■ **EXERCISE DESCRIPTION**
All of the data below is to be returned unaltered.

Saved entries
-----

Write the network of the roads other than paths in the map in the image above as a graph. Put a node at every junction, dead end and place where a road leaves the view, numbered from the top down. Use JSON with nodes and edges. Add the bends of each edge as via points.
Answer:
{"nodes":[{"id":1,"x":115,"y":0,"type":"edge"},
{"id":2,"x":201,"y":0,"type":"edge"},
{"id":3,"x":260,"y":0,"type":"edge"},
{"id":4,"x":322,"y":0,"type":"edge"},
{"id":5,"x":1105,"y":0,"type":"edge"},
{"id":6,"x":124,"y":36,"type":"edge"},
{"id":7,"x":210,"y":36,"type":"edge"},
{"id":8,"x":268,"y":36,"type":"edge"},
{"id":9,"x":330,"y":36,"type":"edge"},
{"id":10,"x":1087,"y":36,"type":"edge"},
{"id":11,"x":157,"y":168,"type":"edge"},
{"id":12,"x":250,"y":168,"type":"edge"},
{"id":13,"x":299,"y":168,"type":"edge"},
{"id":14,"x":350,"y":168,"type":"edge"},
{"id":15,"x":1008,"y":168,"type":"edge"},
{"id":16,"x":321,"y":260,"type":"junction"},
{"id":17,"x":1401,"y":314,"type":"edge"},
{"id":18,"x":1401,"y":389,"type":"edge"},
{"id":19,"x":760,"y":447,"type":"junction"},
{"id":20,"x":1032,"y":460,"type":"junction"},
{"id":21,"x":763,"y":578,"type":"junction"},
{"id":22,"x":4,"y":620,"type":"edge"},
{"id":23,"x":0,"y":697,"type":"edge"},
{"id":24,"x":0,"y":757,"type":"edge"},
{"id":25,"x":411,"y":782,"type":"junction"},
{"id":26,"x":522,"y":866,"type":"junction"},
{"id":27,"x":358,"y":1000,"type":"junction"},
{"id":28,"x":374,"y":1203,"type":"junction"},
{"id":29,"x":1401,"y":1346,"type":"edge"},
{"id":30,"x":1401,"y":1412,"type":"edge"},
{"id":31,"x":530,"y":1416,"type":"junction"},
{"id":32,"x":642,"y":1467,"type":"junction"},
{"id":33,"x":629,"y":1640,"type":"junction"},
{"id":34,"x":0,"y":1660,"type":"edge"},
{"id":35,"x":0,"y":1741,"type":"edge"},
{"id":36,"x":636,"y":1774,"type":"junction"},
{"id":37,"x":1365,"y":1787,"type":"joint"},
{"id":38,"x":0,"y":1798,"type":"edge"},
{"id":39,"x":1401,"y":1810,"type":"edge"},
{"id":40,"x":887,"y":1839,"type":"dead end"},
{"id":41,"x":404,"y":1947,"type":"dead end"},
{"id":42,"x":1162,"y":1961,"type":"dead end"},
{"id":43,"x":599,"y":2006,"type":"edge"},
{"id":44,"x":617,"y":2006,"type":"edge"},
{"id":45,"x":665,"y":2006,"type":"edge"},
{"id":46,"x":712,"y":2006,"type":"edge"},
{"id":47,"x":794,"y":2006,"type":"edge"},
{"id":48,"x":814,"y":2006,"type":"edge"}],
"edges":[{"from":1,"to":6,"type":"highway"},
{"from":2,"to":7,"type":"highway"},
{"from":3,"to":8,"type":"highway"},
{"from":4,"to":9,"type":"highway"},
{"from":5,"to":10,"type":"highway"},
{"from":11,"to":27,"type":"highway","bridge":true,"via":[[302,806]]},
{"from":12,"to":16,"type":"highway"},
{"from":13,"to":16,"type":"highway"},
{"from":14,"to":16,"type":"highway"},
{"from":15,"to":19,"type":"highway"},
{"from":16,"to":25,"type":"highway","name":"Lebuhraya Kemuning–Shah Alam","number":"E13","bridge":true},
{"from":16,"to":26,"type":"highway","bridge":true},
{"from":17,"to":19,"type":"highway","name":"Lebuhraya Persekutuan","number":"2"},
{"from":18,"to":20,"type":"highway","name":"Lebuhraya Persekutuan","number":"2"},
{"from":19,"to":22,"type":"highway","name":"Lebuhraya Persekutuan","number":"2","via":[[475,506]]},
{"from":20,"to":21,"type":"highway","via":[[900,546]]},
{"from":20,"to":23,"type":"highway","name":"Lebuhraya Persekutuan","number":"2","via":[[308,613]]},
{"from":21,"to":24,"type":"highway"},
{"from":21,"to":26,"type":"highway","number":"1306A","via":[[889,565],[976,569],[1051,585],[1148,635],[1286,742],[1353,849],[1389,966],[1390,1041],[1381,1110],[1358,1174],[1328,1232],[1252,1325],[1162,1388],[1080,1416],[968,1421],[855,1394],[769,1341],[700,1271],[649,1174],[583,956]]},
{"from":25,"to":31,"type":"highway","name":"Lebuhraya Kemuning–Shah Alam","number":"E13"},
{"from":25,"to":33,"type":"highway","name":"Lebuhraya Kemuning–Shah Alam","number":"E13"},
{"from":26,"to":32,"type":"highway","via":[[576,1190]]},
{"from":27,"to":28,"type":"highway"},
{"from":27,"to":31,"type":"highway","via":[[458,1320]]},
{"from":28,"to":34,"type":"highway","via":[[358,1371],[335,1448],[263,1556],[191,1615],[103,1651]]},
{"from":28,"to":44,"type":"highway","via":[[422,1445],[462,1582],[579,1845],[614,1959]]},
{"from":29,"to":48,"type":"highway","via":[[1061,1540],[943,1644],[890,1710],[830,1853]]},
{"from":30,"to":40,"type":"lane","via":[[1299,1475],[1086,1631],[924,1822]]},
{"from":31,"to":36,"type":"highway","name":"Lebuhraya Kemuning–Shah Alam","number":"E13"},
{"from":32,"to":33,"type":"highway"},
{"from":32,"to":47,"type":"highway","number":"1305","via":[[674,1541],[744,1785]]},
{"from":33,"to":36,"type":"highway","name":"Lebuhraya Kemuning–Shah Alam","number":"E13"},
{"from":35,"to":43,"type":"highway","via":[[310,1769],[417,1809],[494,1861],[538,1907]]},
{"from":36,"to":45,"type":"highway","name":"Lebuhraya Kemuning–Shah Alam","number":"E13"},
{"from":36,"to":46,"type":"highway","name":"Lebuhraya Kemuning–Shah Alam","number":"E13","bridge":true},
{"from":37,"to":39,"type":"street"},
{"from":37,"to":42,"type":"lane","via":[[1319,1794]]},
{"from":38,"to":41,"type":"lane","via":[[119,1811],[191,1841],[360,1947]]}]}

-----

■ **ANSWER TO THIS TASK**
Write the network of the roads other than paths in the map in the image above as a graph. Put a node at every junction, dead end and place where a road leaves the view, numbered from the top down. Use JSON with nodes and edges. Add the bends of each edge as via points.
Answer:
{"nodes":[{"id":1,"x":115,"y":0,"type":"edge"},
{"id":2,"x":201,"y":0,"type":"edge"},
{"id":3,"x":260,"y":0,"type":"edge"},
{"id":4,"x":322,"y":0,"type":"edge"},
{"id":5,"x":1105,"y":0,"type":"edge"},
{"id":6,"x":124,"y":36,"type":"edge"},
{"id":7,"x":210,"y":36,"type":"edge"},
{"id":8,"x":268,"y":36,"type":"edge"},
{"id":9,"x":330,"y":36,"type":"edge"},
{"id":10,"x":1087,"y":36,"type":"edge"},
{"id":11,"x":157,"y":168,"type":"edge"},
{"id":12,"x":250,"y":168,"type":"edge"},
{"id":13,"x":299,"y":168,"type":"edge"},
{"id":14,"x":350,"y":168,"type":"edge"},
{"id":15,"x":1008,"y":168,"type":"edge"},
{"id":16,"x":321,"y":260,"type":"junction"},
{"id":17,"x":1401,"y":314,"type":"edge"},
{"id":18,"x":1401,"y":389,"type":"edge"},
{"id":19,"x":760,"y":447,"type":"junction"},
{"id":20,"x":1032,"y":460,"type":"junction"},
{"id":21,"x":763,"y":578,"type":"junction"},
{"id":22,"x":4,"y":620,"type":"edge"},
{"id":23,"x":0,"y":697,"type":"edge"},
{"id":24,"x":0,"y":757,"type":"edge"},
{"id":25,"x":411,"y":782,"type":"junction"},
{"id":26,"x":522,"y":866,"type":"junction"},
{"id":27,"x":358,"y":1000,"type":"junction"},
{"id":28,"x":374,"y":1203,"type":"junction"},
{"id":29,"x":1401,"y":1346,"type":"edge"},
{"id":30,"x":1401,"y":1412,"type":"edge"},
{"id":31,"x":530,"y":1416,"type":"junction"},
{"id":32,"x":642,"y":1467,"type":"junction"},
{"id":33,"x":629,"y":1640,"type":"junction"},
{"id":34,"x":0,"y":1660,"type":"edge"},
{"id":35,"x":0,"y":1741,"type":"edge"},
{"id":36,"x":636,"y":1774,"type":"junction"},
{"id":37,"x":1365,"y":1787,"type":"joint"},
{"id":38,"x":0,"y":1798,"type":"edge"},
{"id":39,"x":1401,"y":1810,"type":"edge"},
{"id":40,"x":887,"y":1839,"type":"dead end"},
{"id":41,"x":404,"y":1947,"type":"dead end"},
{"id":42,"x":1162,"y":1961,"type":"dead end"},
{"id":43,"x":599,"y":2006,"type":"edge"},
{"id":44,"x":617,"y":2006,"type":"edge"},
{"id":45,"x":665,"y":2006,"type":"edge"},
{"id":46,"x":712,"y":2006,"type":"edge"},
{"id":47,"x":794,"y":2006,"type":"edge"},
{"id":48,"x":814,"y":2006,"type":"edge"}],
"edges":[{"from":1,"to":6,"type":"highway"},
{"from":2,"to":7,"type":"highway"},
{"from":3,"to":8,"type":"highway"},
{"from":4,"to":9,"type":"highway"},
{"from":5,"to":10,"type":"highway"},
{"from":11,"to":27,"type":"highway","bridge":true,"via":[[302,806]]},
{"from":12,"to":16,"type":"highway"},
{"from":13,"to":16,"type":"highway"},
{"from":14,"to":16,"type":"highway"},
{"from":15,"to":19,"type":"highway"},
{"from":16,"to":25,"type":"highway","name":"Lebuhraya Kemuning–Shah Alam","number":"E13","bridge":true},
{"from":16,"to":26,"type":"highway","bridge":true},
{"from":17,"to":19,"type":"highway","name":"Lebuhraya Persekutuan","number":"2"},
{"from":18,"to":20,"type":"highway","name":"Lebuhraya Persekutuan","number":"2"},
{"from":19,"to":22,"type":"highway","name":"Lebuhraya Persekutuan","number":"2","via":[[475,506]]},
{"from":20,"to":21,"type":"highway","via":[[900,546]]},
{"from":20,"to":23,"type":"highway","name":"Lebuhraya Persekutuan","number":"2","via":[[308,613]]},
{"from":21,"to":24,"type":"highway"},
{"from":21,"to":26,"type":"highway","number":"1306A","via":[[889,565],[976,569],[1051,585],[1148,635],[1286,742],[1353,849],[1389,966],[1390,1041],[1381,1110],[1358,1174],[1328,1232],[1252,1325],[1162,1388],[1080,1416],[968,1421],[855,1394],[769,1341],[700,1271],[649,1174],[583,956]]},
{"from":25,"to":31,"type":"highway","name":"Lebuhraya Kemuning–Shah Alam","number":"E13"},
{"from":25,"to":33,"type":"highway","name":"Lebuhraya Kemuning–Shah Alam","number":"E13"},
{"from":26,"to":32,"type":"highway","via":[[576,1190]]},
{"from":27,"to":28,"type":"highway"},
{"from":27,"to":31,"type":"highway","via":[[458,1320]]},
{"from":28,"to":34,"type":"highway","via":[[358,1371],[335,1448],[263,1556],[191,1615],[103,1651]]},
{"from":28,"to":44,"type":"highway","via":[[422,1445],[462,1582],[579,1845],[614,1959]]},
{"from":29,"to":48,"type":"highway","via":[[1061,1540],[943,1644],[890,1710],[830,1853]]},
{"from":30,"to":40,"type":"lane","via":[[1299,1475],[1086,1631],[924,1822]]},
{"from":31,"to":36,"type":"highway","name":"Lebuhraya Kemuning–Shah Alam","number":"E13"},
{"from":32,"to":33,"type":"highway"},
{"from":32,"to":47,"type":"highway","number":"1305","via":[[674,1541],[744,1785]]},
{"from":33,"to":36,"type":"highway","name":"Lebuhraya Kemuning–Shah Alam","number":"E13"},
{"from":35,"to":43,"type":"highway","via":[[310,1769],[417,1809],[494,1861],[538,1907]]},
{"from":36,"to":45,"type":"highway","name":"Lebuhraya Kemuning–Shah Alam","number":"E13"},
{"from":36,"to":46,"type":"highway","name":"Lebuhraya Kemuning–Shah Alam","number":"E13","bridge":true},
{"from":37,"to":39,"type":"street"},
{"from":37,"to":42,"type":"lane","via":[[1319,1794]]},
{"from":38,"to":41,"type":"lane","via":[[119,1811],[191,1841],[360,1947]]}]}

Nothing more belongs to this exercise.